BEGIN WORKING DATA

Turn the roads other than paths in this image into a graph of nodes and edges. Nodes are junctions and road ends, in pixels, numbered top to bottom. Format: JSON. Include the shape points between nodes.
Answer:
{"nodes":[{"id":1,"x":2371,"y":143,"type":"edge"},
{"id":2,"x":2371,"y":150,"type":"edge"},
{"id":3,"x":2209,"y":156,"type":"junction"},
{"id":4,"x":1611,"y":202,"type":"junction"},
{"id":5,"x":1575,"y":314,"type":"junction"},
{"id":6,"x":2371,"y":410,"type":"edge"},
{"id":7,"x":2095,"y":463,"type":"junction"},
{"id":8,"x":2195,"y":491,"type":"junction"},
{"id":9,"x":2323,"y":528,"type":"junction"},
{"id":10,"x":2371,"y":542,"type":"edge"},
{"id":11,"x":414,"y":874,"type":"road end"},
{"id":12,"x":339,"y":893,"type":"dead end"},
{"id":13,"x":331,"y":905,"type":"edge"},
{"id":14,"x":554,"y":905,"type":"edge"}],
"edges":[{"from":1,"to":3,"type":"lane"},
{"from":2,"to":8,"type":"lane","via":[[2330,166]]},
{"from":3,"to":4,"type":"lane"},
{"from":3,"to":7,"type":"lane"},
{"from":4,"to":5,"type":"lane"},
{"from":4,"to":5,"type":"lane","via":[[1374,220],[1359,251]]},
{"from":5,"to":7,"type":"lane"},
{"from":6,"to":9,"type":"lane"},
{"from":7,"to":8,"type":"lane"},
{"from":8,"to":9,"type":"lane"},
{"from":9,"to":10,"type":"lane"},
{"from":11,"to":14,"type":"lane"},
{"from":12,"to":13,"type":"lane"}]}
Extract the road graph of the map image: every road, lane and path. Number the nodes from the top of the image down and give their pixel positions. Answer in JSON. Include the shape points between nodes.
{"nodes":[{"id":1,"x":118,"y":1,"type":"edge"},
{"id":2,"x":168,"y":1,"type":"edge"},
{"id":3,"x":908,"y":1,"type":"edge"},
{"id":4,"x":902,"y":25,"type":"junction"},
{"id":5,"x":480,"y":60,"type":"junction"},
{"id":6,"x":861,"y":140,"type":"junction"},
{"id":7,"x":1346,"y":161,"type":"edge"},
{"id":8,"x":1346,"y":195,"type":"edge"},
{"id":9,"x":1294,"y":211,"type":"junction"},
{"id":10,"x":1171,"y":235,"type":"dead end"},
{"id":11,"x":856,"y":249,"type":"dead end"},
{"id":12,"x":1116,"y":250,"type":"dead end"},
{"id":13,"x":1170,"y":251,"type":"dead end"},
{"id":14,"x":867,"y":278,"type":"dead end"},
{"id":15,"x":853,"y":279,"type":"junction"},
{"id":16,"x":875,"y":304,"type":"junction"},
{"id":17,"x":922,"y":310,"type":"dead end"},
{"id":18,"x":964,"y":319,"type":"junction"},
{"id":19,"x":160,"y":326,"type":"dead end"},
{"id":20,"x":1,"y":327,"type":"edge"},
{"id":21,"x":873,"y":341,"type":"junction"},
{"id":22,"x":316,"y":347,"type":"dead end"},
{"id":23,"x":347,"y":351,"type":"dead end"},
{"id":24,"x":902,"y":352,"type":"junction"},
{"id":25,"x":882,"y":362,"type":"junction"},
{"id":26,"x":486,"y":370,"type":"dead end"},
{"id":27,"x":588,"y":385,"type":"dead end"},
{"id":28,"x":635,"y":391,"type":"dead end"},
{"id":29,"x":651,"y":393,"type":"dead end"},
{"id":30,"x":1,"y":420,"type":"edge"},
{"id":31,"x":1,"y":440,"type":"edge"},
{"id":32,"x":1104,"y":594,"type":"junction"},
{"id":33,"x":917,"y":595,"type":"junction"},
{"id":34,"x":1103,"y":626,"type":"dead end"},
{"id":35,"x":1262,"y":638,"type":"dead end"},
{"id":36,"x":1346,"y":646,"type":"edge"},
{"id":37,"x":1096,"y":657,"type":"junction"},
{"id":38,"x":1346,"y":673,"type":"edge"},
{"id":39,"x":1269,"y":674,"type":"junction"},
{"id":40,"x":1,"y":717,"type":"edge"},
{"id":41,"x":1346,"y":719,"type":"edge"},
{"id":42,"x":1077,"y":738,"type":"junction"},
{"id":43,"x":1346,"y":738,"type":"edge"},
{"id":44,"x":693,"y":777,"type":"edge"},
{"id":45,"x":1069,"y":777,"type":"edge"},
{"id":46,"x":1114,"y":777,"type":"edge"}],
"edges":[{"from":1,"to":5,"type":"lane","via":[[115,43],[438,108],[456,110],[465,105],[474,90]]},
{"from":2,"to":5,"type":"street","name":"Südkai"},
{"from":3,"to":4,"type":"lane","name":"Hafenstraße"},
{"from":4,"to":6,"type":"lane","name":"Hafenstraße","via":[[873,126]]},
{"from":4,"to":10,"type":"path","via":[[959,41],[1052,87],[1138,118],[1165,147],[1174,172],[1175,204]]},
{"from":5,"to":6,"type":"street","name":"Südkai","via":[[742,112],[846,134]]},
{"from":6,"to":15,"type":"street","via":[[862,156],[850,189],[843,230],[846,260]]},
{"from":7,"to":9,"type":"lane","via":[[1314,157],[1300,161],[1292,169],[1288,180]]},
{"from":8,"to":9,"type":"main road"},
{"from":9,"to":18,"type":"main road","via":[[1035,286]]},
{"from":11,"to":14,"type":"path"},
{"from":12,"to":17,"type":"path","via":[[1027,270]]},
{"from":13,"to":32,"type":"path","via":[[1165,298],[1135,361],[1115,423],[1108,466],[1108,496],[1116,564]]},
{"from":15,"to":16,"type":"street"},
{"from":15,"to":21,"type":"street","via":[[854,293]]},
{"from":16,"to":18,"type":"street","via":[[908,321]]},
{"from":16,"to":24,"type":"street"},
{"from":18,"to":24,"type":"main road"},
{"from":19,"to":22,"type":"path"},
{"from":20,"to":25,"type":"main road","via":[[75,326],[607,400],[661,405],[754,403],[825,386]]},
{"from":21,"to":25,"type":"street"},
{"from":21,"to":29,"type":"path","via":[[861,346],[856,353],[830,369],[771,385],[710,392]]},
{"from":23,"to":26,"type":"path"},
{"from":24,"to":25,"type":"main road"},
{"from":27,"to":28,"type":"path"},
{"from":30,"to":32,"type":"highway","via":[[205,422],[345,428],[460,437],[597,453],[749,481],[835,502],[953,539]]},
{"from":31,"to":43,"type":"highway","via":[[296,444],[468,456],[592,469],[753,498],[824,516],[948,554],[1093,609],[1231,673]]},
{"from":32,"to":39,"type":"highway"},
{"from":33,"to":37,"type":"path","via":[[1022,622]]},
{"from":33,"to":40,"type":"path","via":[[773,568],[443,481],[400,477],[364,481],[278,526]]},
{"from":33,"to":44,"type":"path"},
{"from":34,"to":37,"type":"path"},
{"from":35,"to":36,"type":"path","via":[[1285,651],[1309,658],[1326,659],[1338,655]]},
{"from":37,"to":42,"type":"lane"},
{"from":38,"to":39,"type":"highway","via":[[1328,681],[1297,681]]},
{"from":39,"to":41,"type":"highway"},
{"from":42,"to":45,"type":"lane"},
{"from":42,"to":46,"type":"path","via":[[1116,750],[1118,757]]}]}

END WORKING DATA

Please output every record, keeping each line exact.

## EXERCISE OUTPUT
Turn the roads other than paths in this image into a graph of nodes and edges. Nodes are junctions and road ends, in pixels, numbered top to bottom. Format: JSON. Include the shape points between nodes.
Answer:
{"nodes":[{"id":1,"x":2371,"y":143,"type":"edge"},
{"id":2,"x":2371,"y":150,"type":"edge"},
{"id":3,"x":2209,"y":156,"type":"junction"},
{"id":4,"x":1611,"y":202,"type":"junction"},
{"id":5,"x":1575,"y":314,"type":"junction"},
{"id":6,"x":2371,"y":410,"type":"edge"},
{"id":7,"x":2095,"y":463,"type":"junction"},
{"id":8,"x":2195,"y":491,"type":"junction"},
{"id":9,"x":2323,"y":528,"type":"junction"},
{"id":10,"x":2371,"y":542,"type":"edge"},
{"id":11,"x":414,"y":874,"type":"road end"},
{"id":12,"x":339,"y":893,"type":"dead end"},
{"id":13,"x":331,"y":905,"type":"edge"},
{"id":14,"x":554,"y":905,"type":"edge"}],
"edges":[{"from":1,"to":3,"type":"lane"},
{"from":2,"to":8,"type":"lane","via":[[2330,166]]},
{"from":3,"to":4,"type":"lane"},
{"from":3,"to":7,"type":"lane"},
{"from":4,"to":5,"type":"lane"},
{"from":4,"to":5,"type":"lane","via":[[1374,220],[1359,251]]},
{"from":5,"to":7,"type":"lane"},
{"from":6,"to":9,"type":"lane"},
{"from":7,"to":8,"type":"lane"},
{"from":8,"to":9,"type":"lane"},
{"from":9,"to":10,"type":"lane"},
{"from":11,"to":14,"type":"lane"},
{"from":12,"to":13,"type":"lane"}]}
Extract the road graph of the map image: every road, lane and path. Number the nodes from the top of the image down and give their pixel positions. Answer in JSON. Include the shape points between nodes.
{"nodes":[{"id":1,"x":118,"y":1,"type":"edge"},
{"id":2,"x":168,"y":1,"type":"edge"},
{"id":3,"x":908,"y":1,"type":"edge"},
{"id":4,"x":902,"y":25,"type":"junction"},
{"id":5,"x":480,"y":60,"type":"junction"},
{"id":6,"x":861,"y":140,"type":"junction"},
{"id":7,"x":1346,"y":161,"type":"edge"},
{"id":8,"x":1346,"y":195,"type":"edge"},
{"id":9,"x":1294,"y":211,"type":"junction"},
{"id":10,"x":1171,"y":235,"type":"dead end"},
{"id":11,"x":856,"y":249,"type":"dead end"},
{"id":12,"x":1116,"y":250,"type":"dead end"},
{"id":13,"x":1170,"y":251,"type":"dead end"},
{"id":14,"x":867,"y":278,"type":"dead end"},
{"id":15,"x":853,"y":279,"type":"junction"},
{"id":16,"x":875,"y":304,"type":"junction"},
{"id":17,"x":922,"y":310,"type":"dead end"},
{"id":18,"x":964,"y":319,"type":"junction"},
{"id":19,"x":160,"y":326,"type":"dead end"},
{"id":20,"x":1,"y":327,"type":"edge"},
{"id":21,"x":873,"y":341,"type":"junction"},
{"id":22,"x":316,"y":347,"type":"dead end"},
{"id":23,"x":347,"y":351,"type":"dead end"},
{"id":24,"x":902,"y":352,"type":"junction"},
{"id":25,"x":882,"y":362,"type":"junction"},
{"id":26,"x":486,"y":370,"type":"dead end"},
{"id":27,"x":588,"y":385,"type":"dead end"},
{"id":28,"x":635,"y":391,"type":"dead end"},
{"id":29,"x":651,"y":393,"type":"dead end"},
{"id":30,"x":1,"y":420,"type":"edge"},
{"id":31,"x":1,"y":440,"type":"edge"},
{"id":32,"x":1104,"y":594,"type":"junction"},
{"id":33,"x":917,"y":595,"type":"junction"},
{"id":34,"x":1103,"y":626,"type":"dead end"},
{"id":35,"x":1262,"y":638,"type":"dead end"},
{"id":36,"x":1346,"y":646,"type":"edge"},
{"id":37,"x":1096,"y":657,"type":"junction"},
{"id":38,"x":1346,"y":673,"type":"edge"},
{"id":39,"x":1269,"y":674,"type":"junction"},
{"id":40,"x":1,"y":717,"type":"edge"},
{"id":41,"x":1346,"y":719,"type":"edge"},
{"id":42,"x":1077,"y":738,"type":"junction"},
{"id":43,"x":1346,"y":738,"type":"edge"},
{"id":44,"x":693,"y":777,"type":"edge"},
{"id":45,"x":1069,"y":777,"type":"edge"},
{"id":46,"x":1114,"y":777,"type":"edge"}],
"edges":[{"from":1,"to":5,"type":"lane","via":[[115,43],[438,108],[456,110],[465,105],[474,90]]},
{"from":2,"to":5,"type":"street","name":"Südkai"},
{"from":3,"to":4,"type":"lane","name":"Hafenstraße"},
{"from":4,"to":6,"type":"lane","name":"Hafenstraße","via":[[873,126]]},
{"from":4,"to":10,"type":"path","via":[[959,41],[1052,87],[1138,118],[1165,147],[1174,172],[1175,204]]},
{"from":5,"to":6,"type":"street","name":"Südkai","via":[[742,112],[846,134]]},
{"from":6,"to":15,"type":"street","via":[[862,156],[850,189],[843,230],[846,260]]},
{"from":7,"to":9,"type":"lane","via":[[1314,157],[1300,161],[1292,169],[1288,180]]},
{"from":8,"to":9,"type":"main road"},
{"from":9,"to":18,"type":"main road","via":[[1035,286]]},
{"from":11,"to":14,"type":"path"},
{"from":12,"to":17,"type":"path","via":[[1027,270]]},
{"from":13,"to":32,"type":"path","via":[[1165,298],[1135,361],[1115,423],[1108,466],[1108,496],[1116,564]]},
{"from":15,"to":16,"type":"street"},
{"from":15,"to":21,"type":"street","via":[[854,293]]},
{"from":16,"to":18,"type":"street","via":[[908,321]]},
{"from":16,"to":24,"type":"street"},
{"from":18,"to":24,"type":"main road"},
{"from":19,"to":22,"type":"path"},
{"from":20,"to":25,"type":"main road","via":[[75,326],[607,400],[661,405],[754,403],[825,386]]},
{"from":21,"to":25,"type":"street"},
{"from":21,"to":29,"type":"path","via":[[861,346],[856,353],[830,369],[771,385],[710,392]]},
{"from":23,"to":26,"type":"path"},
{"from":24,"to":25,"type":"main road"},
{"from":27,"to":28,"type":"path"},
{"from":30,"to":32,"type":"highway","via":[[205,422],[345,428],[460,437],[597,453],[749,481],[835,502],[953,539]]},
{"from":31,"to":43,"type":"highway","via":[[296,444],[468,456],[592,469],[753,498],[824,516],[948,554],[1093,609],[1231,673]]},
{"from":32,"to":39,"type":"highway"},
{"from":33,"to":37,"type":"path","via":[[1022,622]]},
{"from":33,"to":40,"type":"path","via":[[773,568],[443,481],[400,477],[364,481],[278,526]]},
{"from":33,"to":44,"type":"path"},
{"from":34,"to":37,"type":"path"},
{"from":35,"to":36,"type":"path","via":[[1285,651],[1309,658],[1326,659],[1338,655]]},
{"from":37,"to":42,"type":"lane"},
{"from":38,"to":39,"type":"highway","via":[[1328,681],[1297,681]]},
{"from":39,"to":41,"type":"highway"},
{"from":42,"to":45,"type":"lane"},
{"from":42,"to":46,"type":"path","via":[[1116,750],[1118,757]]}]}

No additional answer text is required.